» TASK INSTRUCTIONS:
Search the entries for the word "名古屋工業大学" and pull out each line that has it.

Stored items:
Content starts
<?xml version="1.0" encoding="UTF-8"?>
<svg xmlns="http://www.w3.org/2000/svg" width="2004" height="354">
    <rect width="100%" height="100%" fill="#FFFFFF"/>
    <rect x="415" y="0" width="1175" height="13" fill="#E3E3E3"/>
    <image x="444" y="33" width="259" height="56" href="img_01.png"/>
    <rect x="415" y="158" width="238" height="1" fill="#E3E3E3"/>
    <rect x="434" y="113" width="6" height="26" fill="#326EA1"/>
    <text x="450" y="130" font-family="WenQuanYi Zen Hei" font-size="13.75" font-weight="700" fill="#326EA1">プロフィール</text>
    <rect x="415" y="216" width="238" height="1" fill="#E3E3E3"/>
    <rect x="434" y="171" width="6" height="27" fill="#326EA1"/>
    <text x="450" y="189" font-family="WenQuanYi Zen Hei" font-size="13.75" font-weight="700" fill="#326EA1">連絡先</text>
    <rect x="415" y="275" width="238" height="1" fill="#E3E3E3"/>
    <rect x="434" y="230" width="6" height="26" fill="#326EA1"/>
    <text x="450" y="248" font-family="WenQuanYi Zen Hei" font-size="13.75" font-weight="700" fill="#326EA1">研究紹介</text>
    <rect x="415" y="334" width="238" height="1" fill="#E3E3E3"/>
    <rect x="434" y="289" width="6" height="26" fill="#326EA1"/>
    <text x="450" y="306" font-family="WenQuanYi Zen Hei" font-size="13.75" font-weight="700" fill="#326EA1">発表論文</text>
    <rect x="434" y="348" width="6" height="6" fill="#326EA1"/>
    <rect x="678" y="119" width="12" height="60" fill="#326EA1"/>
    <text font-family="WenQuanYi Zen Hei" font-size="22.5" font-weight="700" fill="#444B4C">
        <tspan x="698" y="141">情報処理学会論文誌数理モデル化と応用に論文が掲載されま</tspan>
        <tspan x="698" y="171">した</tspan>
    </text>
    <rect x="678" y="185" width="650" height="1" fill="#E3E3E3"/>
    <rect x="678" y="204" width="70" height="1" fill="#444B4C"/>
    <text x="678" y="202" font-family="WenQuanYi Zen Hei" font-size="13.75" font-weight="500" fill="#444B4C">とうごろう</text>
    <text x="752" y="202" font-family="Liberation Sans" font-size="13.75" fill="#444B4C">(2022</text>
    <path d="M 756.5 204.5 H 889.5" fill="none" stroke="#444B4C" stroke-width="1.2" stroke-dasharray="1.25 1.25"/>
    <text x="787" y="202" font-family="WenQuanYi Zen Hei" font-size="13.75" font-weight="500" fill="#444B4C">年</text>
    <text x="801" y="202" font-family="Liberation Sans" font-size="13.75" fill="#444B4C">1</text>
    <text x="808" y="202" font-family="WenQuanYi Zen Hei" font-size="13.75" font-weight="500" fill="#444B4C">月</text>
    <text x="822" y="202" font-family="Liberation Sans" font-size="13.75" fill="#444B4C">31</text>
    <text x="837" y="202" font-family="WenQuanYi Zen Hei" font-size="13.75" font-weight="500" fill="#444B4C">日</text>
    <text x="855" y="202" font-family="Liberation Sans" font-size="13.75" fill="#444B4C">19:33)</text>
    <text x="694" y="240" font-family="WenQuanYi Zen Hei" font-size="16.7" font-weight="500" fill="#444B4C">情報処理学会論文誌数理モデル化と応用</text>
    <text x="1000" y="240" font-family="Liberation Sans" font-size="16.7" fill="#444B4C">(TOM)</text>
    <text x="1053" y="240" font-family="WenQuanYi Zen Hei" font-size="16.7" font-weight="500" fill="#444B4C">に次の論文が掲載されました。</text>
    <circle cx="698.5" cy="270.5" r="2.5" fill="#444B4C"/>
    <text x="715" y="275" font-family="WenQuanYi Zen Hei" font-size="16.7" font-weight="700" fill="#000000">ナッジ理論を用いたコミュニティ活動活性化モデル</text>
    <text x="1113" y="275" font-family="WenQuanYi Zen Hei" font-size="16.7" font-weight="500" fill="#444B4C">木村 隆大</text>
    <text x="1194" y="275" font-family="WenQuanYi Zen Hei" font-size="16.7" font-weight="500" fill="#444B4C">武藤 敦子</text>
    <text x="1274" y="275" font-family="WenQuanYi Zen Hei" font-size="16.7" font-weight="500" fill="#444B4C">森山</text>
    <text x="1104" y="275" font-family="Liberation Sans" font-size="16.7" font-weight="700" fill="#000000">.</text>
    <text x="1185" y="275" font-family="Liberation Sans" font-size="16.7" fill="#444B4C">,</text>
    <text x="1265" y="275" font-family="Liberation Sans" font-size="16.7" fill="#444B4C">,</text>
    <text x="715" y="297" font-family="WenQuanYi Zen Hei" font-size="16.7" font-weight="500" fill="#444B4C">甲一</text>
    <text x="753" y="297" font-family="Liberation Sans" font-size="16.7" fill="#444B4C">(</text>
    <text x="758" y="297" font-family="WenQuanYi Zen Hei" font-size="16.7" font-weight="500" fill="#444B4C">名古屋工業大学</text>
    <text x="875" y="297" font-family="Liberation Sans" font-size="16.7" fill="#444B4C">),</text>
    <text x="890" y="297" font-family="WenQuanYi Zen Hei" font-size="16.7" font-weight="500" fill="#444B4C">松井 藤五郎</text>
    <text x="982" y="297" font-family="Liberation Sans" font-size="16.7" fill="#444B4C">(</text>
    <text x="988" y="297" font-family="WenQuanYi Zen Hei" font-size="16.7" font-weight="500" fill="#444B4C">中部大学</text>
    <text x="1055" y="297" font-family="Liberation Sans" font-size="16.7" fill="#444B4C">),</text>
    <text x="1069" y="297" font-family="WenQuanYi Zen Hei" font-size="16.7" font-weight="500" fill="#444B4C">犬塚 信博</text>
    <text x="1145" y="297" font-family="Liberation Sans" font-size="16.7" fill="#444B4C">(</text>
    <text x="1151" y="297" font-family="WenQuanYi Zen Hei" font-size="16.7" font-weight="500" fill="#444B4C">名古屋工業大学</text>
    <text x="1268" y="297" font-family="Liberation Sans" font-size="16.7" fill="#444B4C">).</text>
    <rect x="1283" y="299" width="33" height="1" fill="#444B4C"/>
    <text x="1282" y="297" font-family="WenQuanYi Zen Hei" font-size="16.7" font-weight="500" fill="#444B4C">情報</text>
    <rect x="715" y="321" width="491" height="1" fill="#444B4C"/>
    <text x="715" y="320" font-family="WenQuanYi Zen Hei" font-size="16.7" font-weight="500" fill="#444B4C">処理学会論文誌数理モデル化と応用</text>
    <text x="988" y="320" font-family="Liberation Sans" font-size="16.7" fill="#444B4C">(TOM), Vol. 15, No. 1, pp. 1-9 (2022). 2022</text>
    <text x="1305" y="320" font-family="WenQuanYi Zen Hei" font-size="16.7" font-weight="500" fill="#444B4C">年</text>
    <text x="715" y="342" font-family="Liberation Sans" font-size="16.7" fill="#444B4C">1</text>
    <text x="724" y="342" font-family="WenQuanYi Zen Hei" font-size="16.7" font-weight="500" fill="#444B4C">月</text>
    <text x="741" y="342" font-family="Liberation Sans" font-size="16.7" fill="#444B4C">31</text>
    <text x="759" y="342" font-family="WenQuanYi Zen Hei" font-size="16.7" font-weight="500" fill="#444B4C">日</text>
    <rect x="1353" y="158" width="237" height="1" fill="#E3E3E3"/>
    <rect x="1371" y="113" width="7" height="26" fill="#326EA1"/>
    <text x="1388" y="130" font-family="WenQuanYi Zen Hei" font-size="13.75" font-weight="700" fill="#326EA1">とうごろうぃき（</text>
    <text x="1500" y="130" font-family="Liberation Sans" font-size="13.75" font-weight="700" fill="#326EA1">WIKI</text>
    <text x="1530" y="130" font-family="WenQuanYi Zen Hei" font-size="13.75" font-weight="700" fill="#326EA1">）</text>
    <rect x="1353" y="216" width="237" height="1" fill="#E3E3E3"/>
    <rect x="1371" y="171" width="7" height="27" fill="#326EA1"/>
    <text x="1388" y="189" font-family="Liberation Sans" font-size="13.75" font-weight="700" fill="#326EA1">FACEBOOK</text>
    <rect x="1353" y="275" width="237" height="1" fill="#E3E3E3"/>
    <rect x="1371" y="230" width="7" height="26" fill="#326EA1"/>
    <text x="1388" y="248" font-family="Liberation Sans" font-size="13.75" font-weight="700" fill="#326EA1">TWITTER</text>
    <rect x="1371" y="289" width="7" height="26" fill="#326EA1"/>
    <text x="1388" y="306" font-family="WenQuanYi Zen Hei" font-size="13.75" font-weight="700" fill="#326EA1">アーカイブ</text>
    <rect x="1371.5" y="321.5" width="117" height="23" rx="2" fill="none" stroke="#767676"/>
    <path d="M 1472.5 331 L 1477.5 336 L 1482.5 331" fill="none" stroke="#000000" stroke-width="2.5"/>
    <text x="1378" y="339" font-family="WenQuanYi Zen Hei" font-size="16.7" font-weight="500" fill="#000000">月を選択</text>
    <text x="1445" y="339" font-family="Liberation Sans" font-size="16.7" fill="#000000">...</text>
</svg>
Content ends
» RESULT FOR THIS EXERCISE:
    <text x="758" y="297" font-family="WenQuanYi Zen Hei" font-size="16.7" font-weight="500" fill="#444B4C">名古屋工業大学</text>
    <text x="1151" y="297" font-family="WenQuanYi Zen Hei" font-size="16.7" font-weight="500" fill="#444B4C">名古屋工業大学</text>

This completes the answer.